Hayat yolculuğunda, insanoğlu bazen umut ile teslimiyet arasında ince bir çizgide yürür. Umut, yüreğin derinliklerinde yeşeren bir çiçektir. Onunla büyür, onunla güçleniriz. Fakat umut, bir bekleyiştir; belirsizliğin ve bilinmeyenin kollarında sabırla beklemektir. Umut ederken, iyiliği mi yoksa kötülüğü mü beklediğimizi bilmeyiz. Geleceğin kapıları kapalıdır ve anahtarları elimizde değildir.

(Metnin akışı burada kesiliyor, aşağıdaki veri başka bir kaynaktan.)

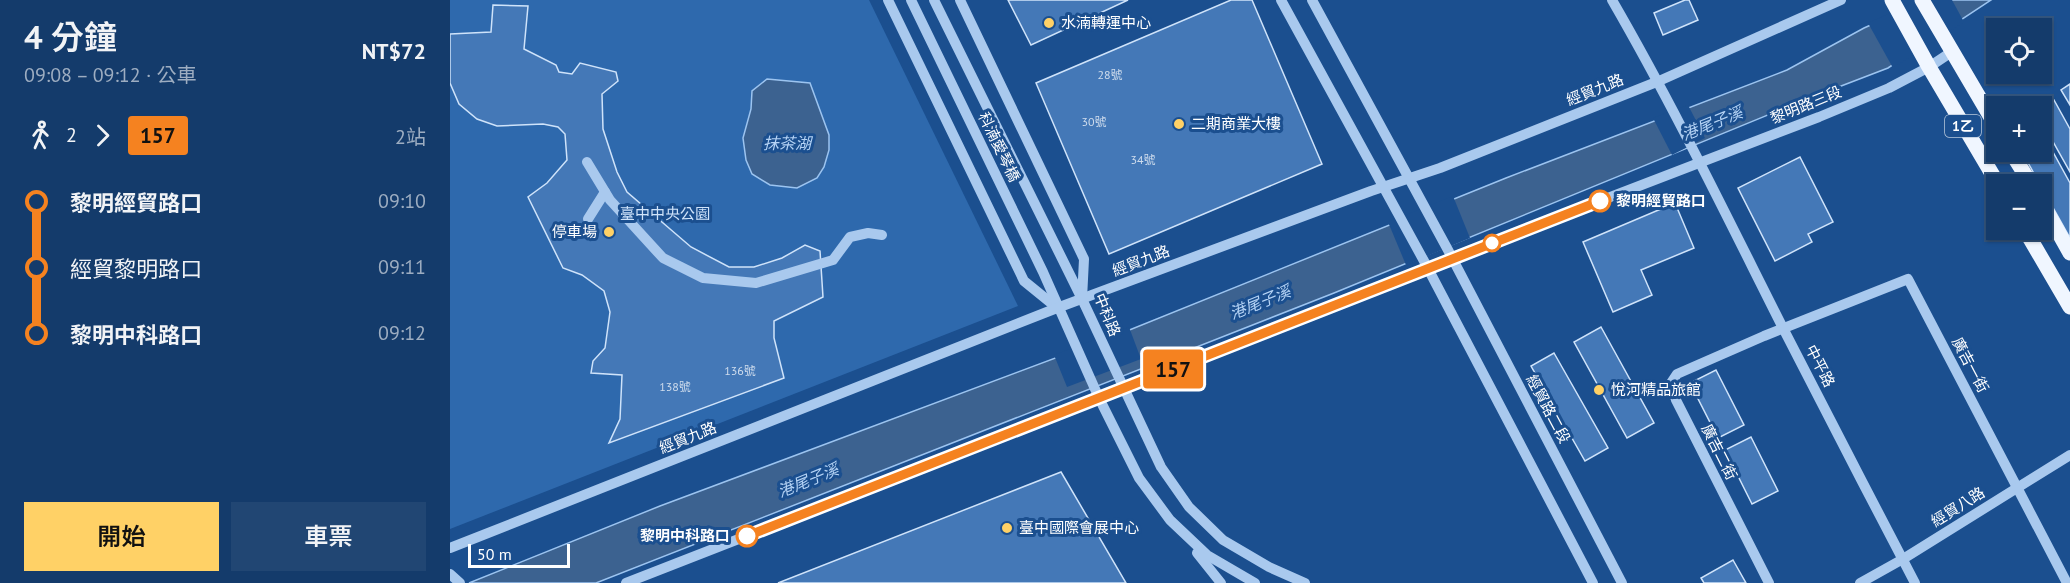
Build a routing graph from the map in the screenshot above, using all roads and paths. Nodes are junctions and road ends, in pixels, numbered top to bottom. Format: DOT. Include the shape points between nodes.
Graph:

Teslimiyet ise bambaşka bir alemdir. Teslimiyet, her şeyi Yaradan'a bırakmaktır. İçimizdeki belirsizliği bir kenara koyup, hayırlı olacağından emin olduğumuz bir bekleyiştir. Teslimiyet, kalbimizi rahmete açmak, başımıza gelen her şeyi bir hikmet deryasında kabul etmektir. Bu hal, bizi huzura kavuşturur, çünkü biliriz ki her şeyin en doğrusunu ve en güzelini ancak Allah bilir.

Umutla beklemek, sabrın ve inancın sınavıdır. Ama teslimiyet, tam bir güvenin ve huzurun anahtarıdır. İnsan, teslimiyetin kucağında huzur bulur. Her şeyin en iyisini, en güzelini Rabb'inden bekler. Teslimiyet, belirsizliği kabullenmek değil, aksine belirsizliğin ardındaki hikmeti idrak etmektir. Hayatımızdaki her anın, her olayın bir sebebi ve bir amacı olduğunu bilmek, bizi teslimiyete götürür.
Unutma ki, umut seni beklerken sabırla olgunlaştırır, teslimiyet ise seni huzura erdirir. Umut ve teslimiyetle geçen bir ömür, Yaradan’ın rahmetiyle dolu, hikmetli bir yolculuktur. Her anını şükür ve rıza ile karşılamak, insana gerçek huzuru getirir. Umut et, ama teslim olmayı da öğren; çünkü Rabb'inin planı, senin hayal ettiğinden daha güzeldir.